Supplied material:
Segment Open

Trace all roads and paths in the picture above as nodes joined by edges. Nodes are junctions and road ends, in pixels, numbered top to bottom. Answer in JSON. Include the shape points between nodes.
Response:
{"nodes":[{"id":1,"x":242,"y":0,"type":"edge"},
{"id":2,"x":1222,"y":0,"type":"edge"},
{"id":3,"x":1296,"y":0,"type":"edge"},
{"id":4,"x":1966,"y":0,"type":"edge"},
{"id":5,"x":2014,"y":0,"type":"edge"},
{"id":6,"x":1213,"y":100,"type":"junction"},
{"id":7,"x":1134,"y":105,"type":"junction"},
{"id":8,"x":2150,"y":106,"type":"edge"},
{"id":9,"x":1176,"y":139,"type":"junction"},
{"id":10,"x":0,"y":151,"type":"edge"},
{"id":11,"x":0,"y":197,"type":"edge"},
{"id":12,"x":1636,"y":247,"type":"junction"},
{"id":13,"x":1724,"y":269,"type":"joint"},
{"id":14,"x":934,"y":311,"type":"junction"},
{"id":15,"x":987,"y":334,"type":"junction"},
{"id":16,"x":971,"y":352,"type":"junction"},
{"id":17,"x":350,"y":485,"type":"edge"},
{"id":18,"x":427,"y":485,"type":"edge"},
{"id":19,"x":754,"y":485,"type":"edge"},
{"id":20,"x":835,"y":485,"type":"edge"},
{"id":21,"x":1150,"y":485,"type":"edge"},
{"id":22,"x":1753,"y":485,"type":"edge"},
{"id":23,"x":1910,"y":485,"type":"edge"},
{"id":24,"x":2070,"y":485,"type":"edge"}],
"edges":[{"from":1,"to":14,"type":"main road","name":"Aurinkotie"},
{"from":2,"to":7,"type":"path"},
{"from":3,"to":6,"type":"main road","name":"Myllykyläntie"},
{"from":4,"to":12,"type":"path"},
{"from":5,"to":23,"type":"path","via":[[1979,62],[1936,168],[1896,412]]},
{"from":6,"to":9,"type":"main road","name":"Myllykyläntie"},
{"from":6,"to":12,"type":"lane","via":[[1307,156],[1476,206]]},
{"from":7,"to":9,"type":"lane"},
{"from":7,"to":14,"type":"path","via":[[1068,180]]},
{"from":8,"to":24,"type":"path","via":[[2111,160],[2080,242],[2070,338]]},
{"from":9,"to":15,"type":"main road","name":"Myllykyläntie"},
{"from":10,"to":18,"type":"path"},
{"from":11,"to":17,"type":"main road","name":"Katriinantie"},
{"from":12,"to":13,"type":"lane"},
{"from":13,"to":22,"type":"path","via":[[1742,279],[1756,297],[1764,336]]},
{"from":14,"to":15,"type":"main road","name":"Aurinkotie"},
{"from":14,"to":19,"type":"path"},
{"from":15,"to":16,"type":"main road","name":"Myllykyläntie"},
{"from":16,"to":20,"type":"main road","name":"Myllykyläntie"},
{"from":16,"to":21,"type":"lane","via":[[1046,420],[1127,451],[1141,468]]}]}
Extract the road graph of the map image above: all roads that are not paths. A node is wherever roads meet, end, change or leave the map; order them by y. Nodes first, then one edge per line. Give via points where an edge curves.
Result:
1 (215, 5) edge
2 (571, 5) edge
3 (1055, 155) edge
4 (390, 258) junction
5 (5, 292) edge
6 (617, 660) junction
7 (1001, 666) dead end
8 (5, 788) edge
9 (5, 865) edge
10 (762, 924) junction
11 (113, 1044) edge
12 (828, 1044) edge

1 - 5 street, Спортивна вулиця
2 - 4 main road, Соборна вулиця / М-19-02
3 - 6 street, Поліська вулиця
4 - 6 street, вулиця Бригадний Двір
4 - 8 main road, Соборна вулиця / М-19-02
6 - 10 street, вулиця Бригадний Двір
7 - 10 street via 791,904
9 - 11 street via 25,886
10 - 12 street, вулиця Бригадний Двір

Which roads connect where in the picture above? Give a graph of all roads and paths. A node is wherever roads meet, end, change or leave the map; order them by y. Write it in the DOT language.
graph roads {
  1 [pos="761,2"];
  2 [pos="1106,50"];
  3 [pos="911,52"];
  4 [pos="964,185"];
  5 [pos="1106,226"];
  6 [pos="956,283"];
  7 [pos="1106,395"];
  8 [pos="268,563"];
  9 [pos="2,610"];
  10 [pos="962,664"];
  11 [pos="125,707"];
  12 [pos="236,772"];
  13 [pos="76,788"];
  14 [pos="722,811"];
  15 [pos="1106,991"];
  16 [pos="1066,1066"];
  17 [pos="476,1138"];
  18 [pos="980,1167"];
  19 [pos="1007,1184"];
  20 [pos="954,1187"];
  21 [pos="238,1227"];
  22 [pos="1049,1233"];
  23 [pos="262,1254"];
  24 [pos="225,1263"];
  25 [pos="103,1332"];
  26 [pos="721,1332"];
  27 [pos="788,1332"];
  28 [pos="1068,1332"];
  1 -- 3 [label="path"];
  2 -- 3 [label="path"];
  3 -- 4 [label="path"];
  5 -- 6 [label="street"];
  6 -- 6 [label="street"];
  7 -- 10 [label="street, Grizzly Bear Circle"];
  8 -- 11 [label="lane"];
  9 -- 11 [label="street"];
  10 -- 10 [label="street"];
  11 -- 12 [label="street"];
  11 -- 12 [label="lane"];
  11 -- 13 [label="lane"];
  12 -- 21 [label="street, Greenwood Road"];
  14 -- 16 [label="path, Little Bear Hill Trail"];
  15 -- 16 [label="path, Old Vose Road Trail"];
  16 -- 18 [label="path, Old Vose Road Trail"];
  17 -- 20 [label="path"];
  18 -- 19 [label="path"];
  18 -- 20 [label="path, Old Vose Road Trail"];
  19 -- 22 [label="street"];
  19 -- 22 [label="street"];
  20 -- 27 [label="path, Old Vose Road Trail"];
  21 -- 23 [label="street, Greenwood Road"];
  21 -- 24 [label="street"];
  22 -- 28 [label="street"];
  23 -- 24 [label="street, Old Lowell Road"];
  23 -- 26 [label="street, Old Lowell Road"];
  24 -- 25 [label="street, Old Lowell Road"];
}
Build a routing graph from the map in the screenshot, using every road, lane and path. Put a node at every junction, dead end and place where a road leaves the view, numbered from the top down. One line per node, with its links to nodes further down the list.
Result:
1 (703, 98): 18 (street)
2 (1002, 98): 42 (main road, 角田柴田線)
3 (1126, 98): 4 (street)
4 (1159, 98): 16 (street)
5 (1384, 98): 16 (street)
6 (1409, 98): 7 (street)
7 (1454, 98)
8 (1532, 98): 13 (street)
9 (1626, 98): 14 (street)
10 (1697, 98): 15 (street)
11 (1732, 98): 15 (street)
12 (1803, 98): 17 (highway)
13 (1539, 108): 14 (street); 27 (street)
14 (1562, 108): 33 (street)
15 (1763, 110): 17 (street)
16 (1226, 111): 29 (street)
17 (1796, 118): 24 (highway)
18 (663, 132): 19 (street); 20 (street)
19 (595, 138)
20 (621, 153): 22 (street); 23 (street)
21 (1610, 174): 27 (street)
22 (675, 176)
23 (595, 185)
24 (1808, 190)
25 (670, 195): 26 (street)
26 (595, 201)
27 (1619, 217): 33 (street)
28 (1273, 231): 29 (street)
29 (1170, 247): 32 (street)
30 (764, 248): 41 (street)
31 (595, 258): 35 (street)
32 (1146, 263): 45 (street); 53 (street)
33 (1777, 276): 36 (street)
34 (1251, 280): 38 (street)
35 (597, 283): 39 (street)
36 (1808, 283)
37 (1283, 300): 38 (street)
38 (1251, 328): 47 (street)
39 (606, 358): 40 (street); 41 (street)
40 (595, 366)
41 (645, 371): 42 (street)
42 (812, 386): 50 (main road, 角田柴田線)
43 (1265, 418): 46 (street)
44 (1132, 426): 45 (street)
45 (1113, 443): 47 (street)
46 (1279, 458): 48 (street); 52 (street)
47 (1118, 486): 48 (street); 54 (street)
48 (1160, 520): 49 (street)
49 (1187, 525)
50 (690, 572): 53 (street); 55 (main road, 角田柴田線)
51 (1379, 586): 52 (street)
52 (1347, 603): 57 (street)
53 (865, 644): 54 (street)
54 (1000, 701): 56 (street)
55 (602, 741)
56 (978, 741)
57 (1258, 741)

Segment Closed

Your objective:
Where a line in the material above holds "Aurinkotie", copy that line.

Exercise answer:
"edges":[{"from":1,"to":14,"type":"main road","name":"Aurinkotie"},
{"from":14,"to":15,"type":"main road","name":"Aurinkotie"},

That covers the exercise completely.